In fact, Juichiro is not the only member of the Osugis to believe he is not of this Earth. Except for mum Iyoko, everyone eventually realises they are actually from another planet but their feelings of “alienation” are perfectly Earthbound and born of extremely normal anxieties the like of which can cause discord in any family. Complaining about his son’s lateness to the birthday dinner, Juichiro runs down Kazuo’s lack of full-time employment and writes him off as “just an errand boy”. Kazuo, resentful of his father, feels an intense insecurity about his failure to forge a successful life for himself – something that is thrown into stark relief when he meets an old college buddy now a salaryman who seems to take pleasure in the fact that the captain of the basketball team has made a mess of things where he is now on the road to career success. So when Kazuo meets shady fixer Kuroki (Kuranosuke Sasaki), currently running the campaign for conservative politician and climate change denier Takamori (Jyunichi Haruta), and finds out he is actually from Mercury, it restores his sense of purpose even if it pushes him towards becoming a slightly dangerous right-wing manipulator.

His sister, meanwhile, is a lonely, depressed university student with a complex about her appearance. Approached by a creepy guy running some kind of campus beauty pageant, she can’t get away fast enough but is captivated by the song of a street busker who eventually tells her she likes his music because it’s inspired by their shared roots as Venusians and that the reason she “despises” her own beauty is that Venusians used to set the beauty standards on Earth but now they’ve been usurped. Feeling not quite so alone and more confident in her skin, Akiko decides to enter the pageant to “correct” the perception of beauty in human society.

“Beauty” seems to be the key. Iyoko finds herself sucked into a pyramid scheme selling “beautiful” water mostly out of a sense of lonely purposelessness. Apparently from power spot deep within the Earth, the water is supposed to be its rejuvenating life blood but like so much else, humanity has misused and commodified it. Juichiro’s Martians have a conventional solution to the present problem in that they want humanity to wake up and slow down. The Mercurians, however, have more radical ideas. Seeing as humanity is toxic to this planet that we all love, the obvious answer is simply to eliminate it, engineer a reset in which the Earth could heal itself after which point a new, more responsible humanity could be permitted to return. The problem, they say, is that humans do not think of themselves as a part of nature or realise that extinction is a perfectly natural part of the ecological life cycle. If they did, they might not be in this mess, but now they need to accept their responsibility and agree to a mass cull to save the planet.

Each of the Osugis has their insecurities wielded against them, and in the end each of them is in some way deceived.
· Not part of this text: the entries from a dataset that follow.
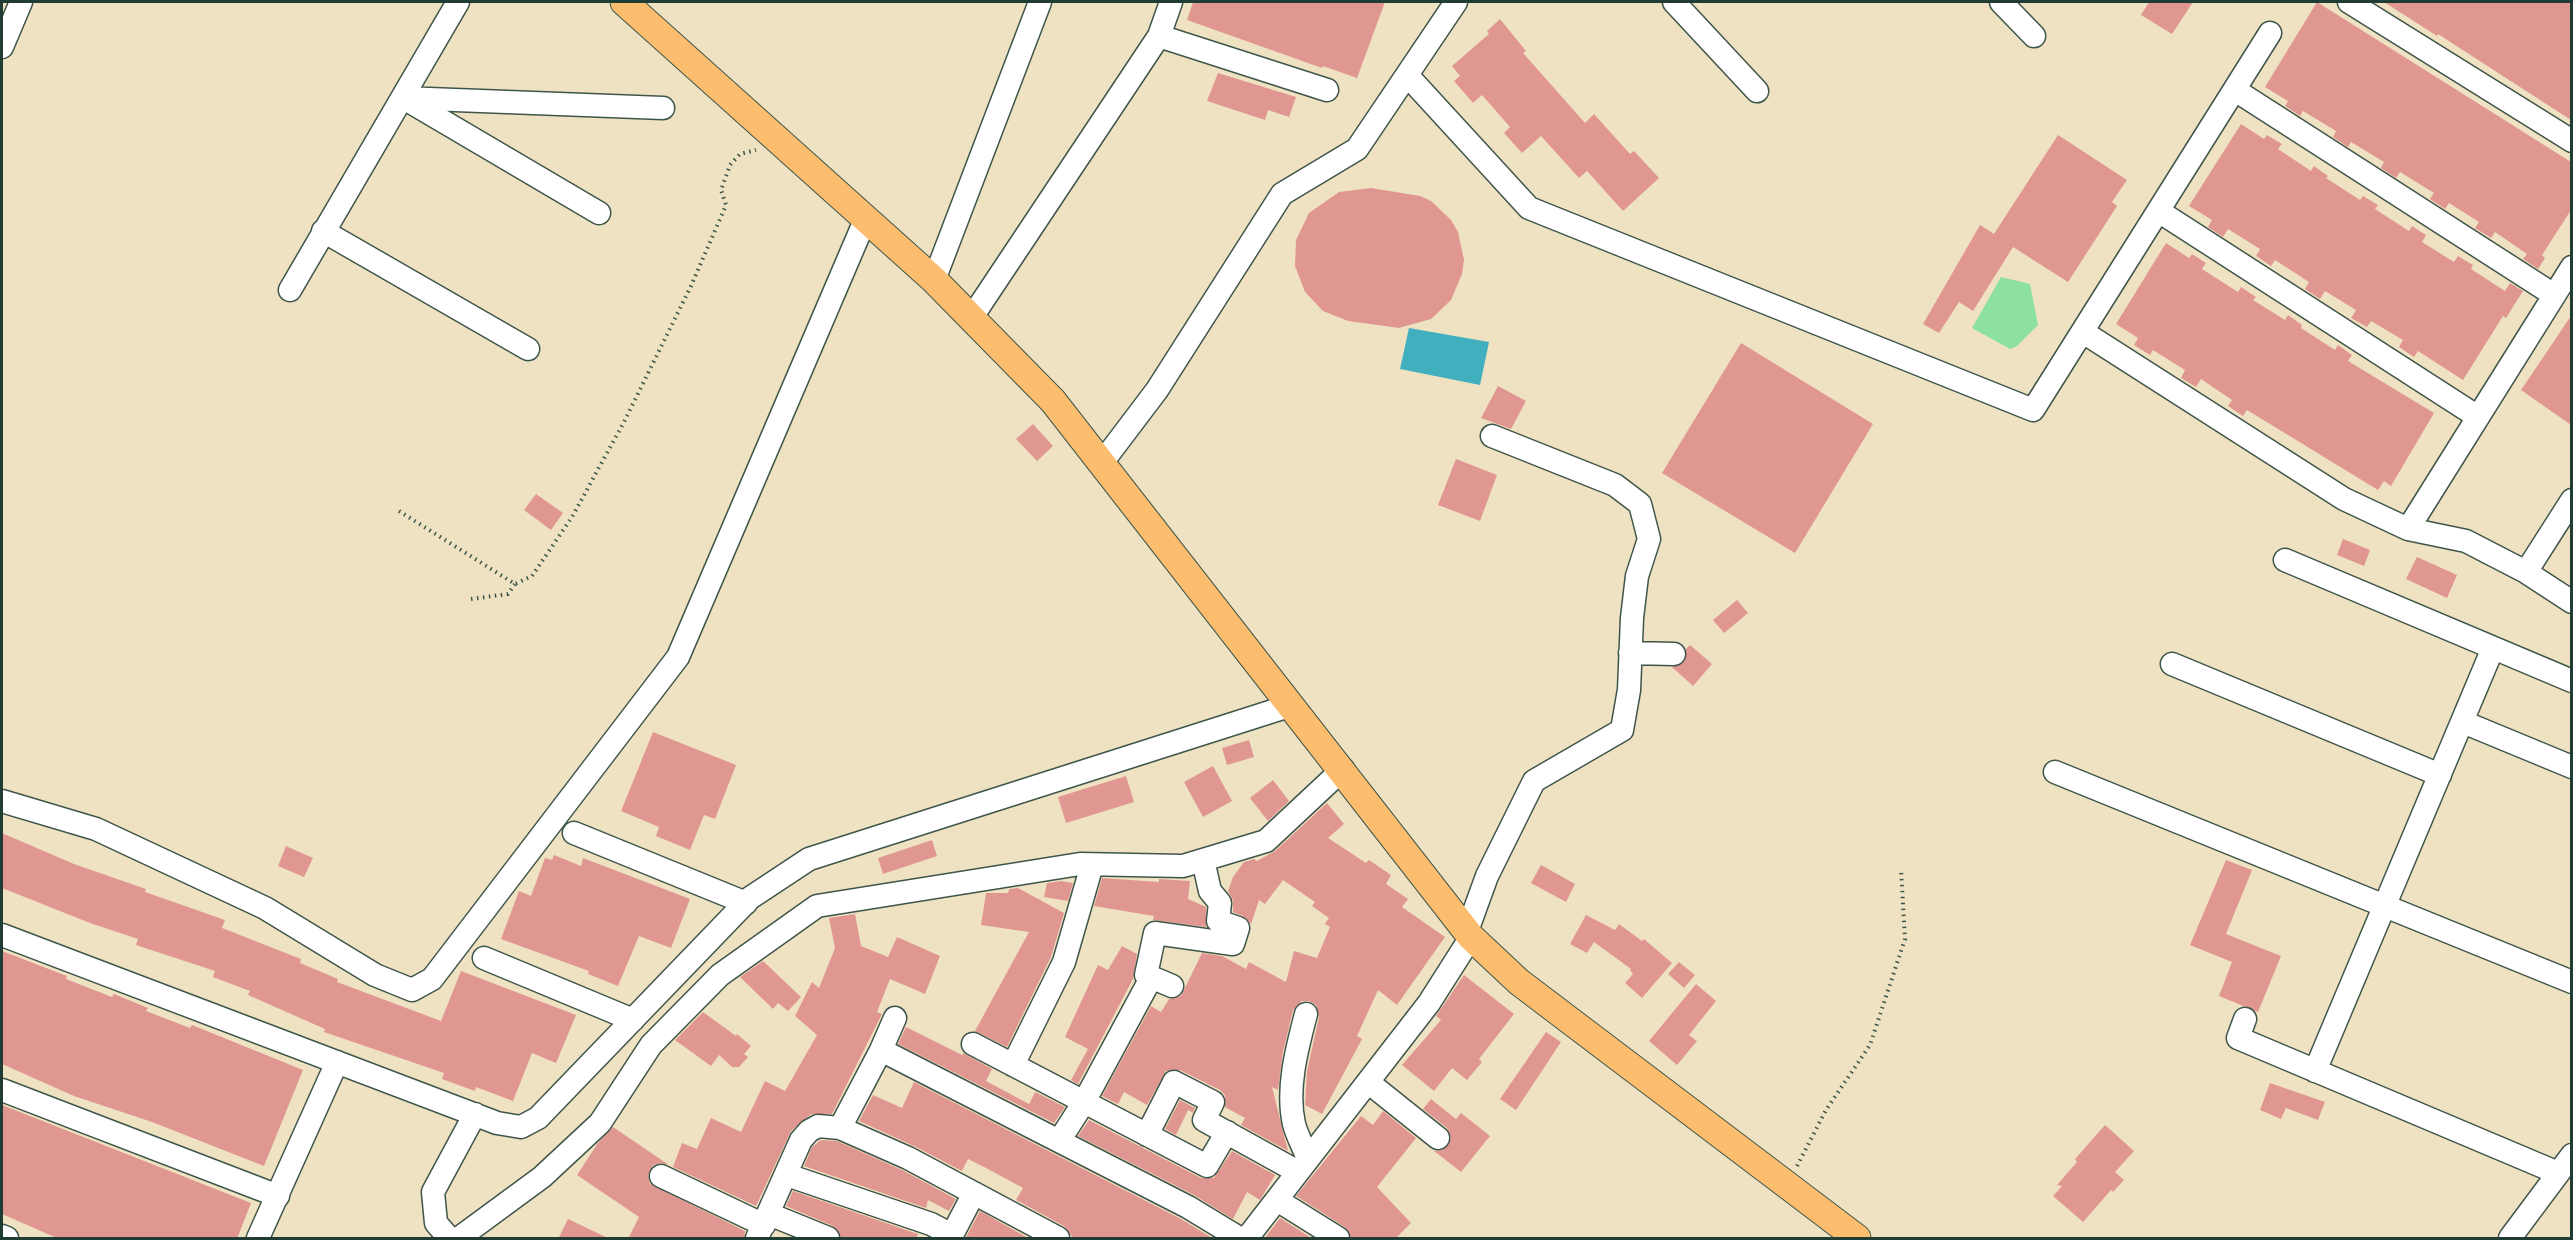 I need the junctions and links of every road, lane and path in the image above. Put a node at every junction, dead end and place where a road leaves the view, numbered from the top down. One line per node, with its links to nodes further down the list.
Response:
1 (21, 2): 13 (street)
2 (458, 2): 18 (street)
3 (624, 2): 20 (main road)
4 (1040, 2): 27 (street)
5 (1171, 2): 11 (street)
6 (1456, 2): 14 (street)
7 (1674, 2): 17 (street)
8 (2001, 2): 12 (street)
9 (2349, 2): 21 (street)
10 (2270, 33): 16 (street)
11 (1159, 36): 15 (street); 30 (street)
12 (2034, 36)
13 (2, 47)
14 (1407, 75): 31 (street); 35 (street)
15 (1327, 90)
16 (2235, 90): 22 (street); 29 (street)
17 (1757, 91)
18 (403, 98): 19 (street); 23 (street); 25 (street)
19 (663, 108)
20 (774, 139): 24 (main road); 41 (path)
21 (2571, 141)
22 (2160, 212): 31 (street); 33 (street)
23 (599, 213)
24 (866, 218): 27 (main road); 55 (street)
25 (323, 231): 28 (street); 32 (street)
26 (2571, 267): 29 (street)
27 (934, 280): 30 (main road)
28 (290, 290)
29 (2554, 295): 33 (street)
30 (972, 317): 35 (main road)
31 (2083, 332): 38 (street)
32 (528, 349)
33 (2478, 417): 38 (street)
34 (1492, 436): 45 (street)
35 (1101, 464): 49 (main road)
36 (2571, 500): 40 (street)
37 (399, 511): 41 (path)
38 (2408, 529): 40 (street)
39 (2285, 560): 44 (street)
40 (2526, 572): 43 (street)
41 (515, 584): 42 (path)
42 (471, 599)
43 (2571, 602)
44 (2493, 648): 48 (street); 50 (street)
45 (1630, 653): 46 (street); 63 (street)
46 (1674, 654)
47 (2172, 664): 54 (street)
48 (2571, 681)
49 (1292, 705): 52 (main road); 60 (street)
50 (2463, 722): 51 (street); 54 (street)
51 (2571, 767)
52 (1343, 769): 57 (street); 63 (main road)
53 (2055, 772): 61 (street)
54 (2440, 775): 61 (street)
55 (2, 801)
56 (574, 833): 60 (street)
57 (1203, 860): 58 (street); 77 (street)
58 (1092, 865): 73 (street); 99 (street)
59 (1901, 869): 88 (path)
60 (746, 903): 69 (street)
61 (2384, 906): 65 (street); 74 (street)
62 (2, 934): 72 (street)
63 (1469, 934): 75 (street); 88 (main road)
64 (484, 958): 69 (street)
65 (2571, 981)
66 (1306, 1014): 85 (street)
67 (895, 1018): 71 (street)
68 (2245, 1019): 74 (street)
69 (633, 1020): 78 (street)
70 (973, 1044): 73 (street)
71 (881, 1050): 79 (street); 83 (street)
72 (337, 1062): 78 (street); 90 (street)
73 (1013, 1065): 77 (street)
74 (2315, 1071): 84 (street)
75 (1368, 1082): 82 (street); 85 (street)
76 (2, 1090): 90 (street)
77 (1083, 1102): 81 (street); 83 (street)
78 (475, 1114): 98 (street)
79 (840, 1128): 86 (street); 89 (street)
80 (1227, 1132): 81 (street); 81 (street); 85 (street)
81 (1147, 1135)
82 (1438, 1138)
83 (1059, 1141): 100 (street)
84 (2565, 1164): 104 (street)
85 (1303, 1166): 91 (street)
86 (787, 1175): 89 (street); 92 (street)
87 (661, 1176): 92 (street)
88 (1787, 1185): 103 (main road)
89 (974, 1193): 95 (street)
90 (278, 1196): 97 (street)
91 (1276, 1200): 101 (street); 102 (street)
92 (763, 1226): 94 (street)
93 (2, 1236): 96 (street)
94 (817, 1237)
95 (1049, 1237)
96 (7, 1239)
97 (258, 1239)
98 (448, 1239)
99 (459, 1239)
100 (1239, 1239)
101 (1247, 1239)
102 (1338, 1239)
103 (1857, 1239)
104 (2510, 1239)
Kazuo’s resentful ambition is exposed by Kuroki, but he eventually realises he’s not much more than a patsy, while Akiko has to face up to the possibility that she’s been spun a yarn by an unscrupulous man who was only after the usual thing from a naive and vulnerable young woman. Iyoko’s deception is of the more usual kind as she figures out that “beautiful water” is an obvious scam she only bought into because of the false sense of belonging and achievement it afforded her, and Juichiro has to wonder if his Martian “delusion” has a medical explanation, but through their various deceptions the family is eventually forced back together again springing into action as a unit. The Mercurians dismissed humanity as unable to see the world’s beauty, remaining wilfully ignorant of the gift they had been given. The Osugis have at least been awakened to a kind of beauty in the world and in themselves as they face their alien qualities and integrate them with those of others. Yoshida may not have a clear answer for the problems of climate change (who does?), but he is at least clear on one thing – you lose that which you take for granted. Smell the flowers while the flowers last.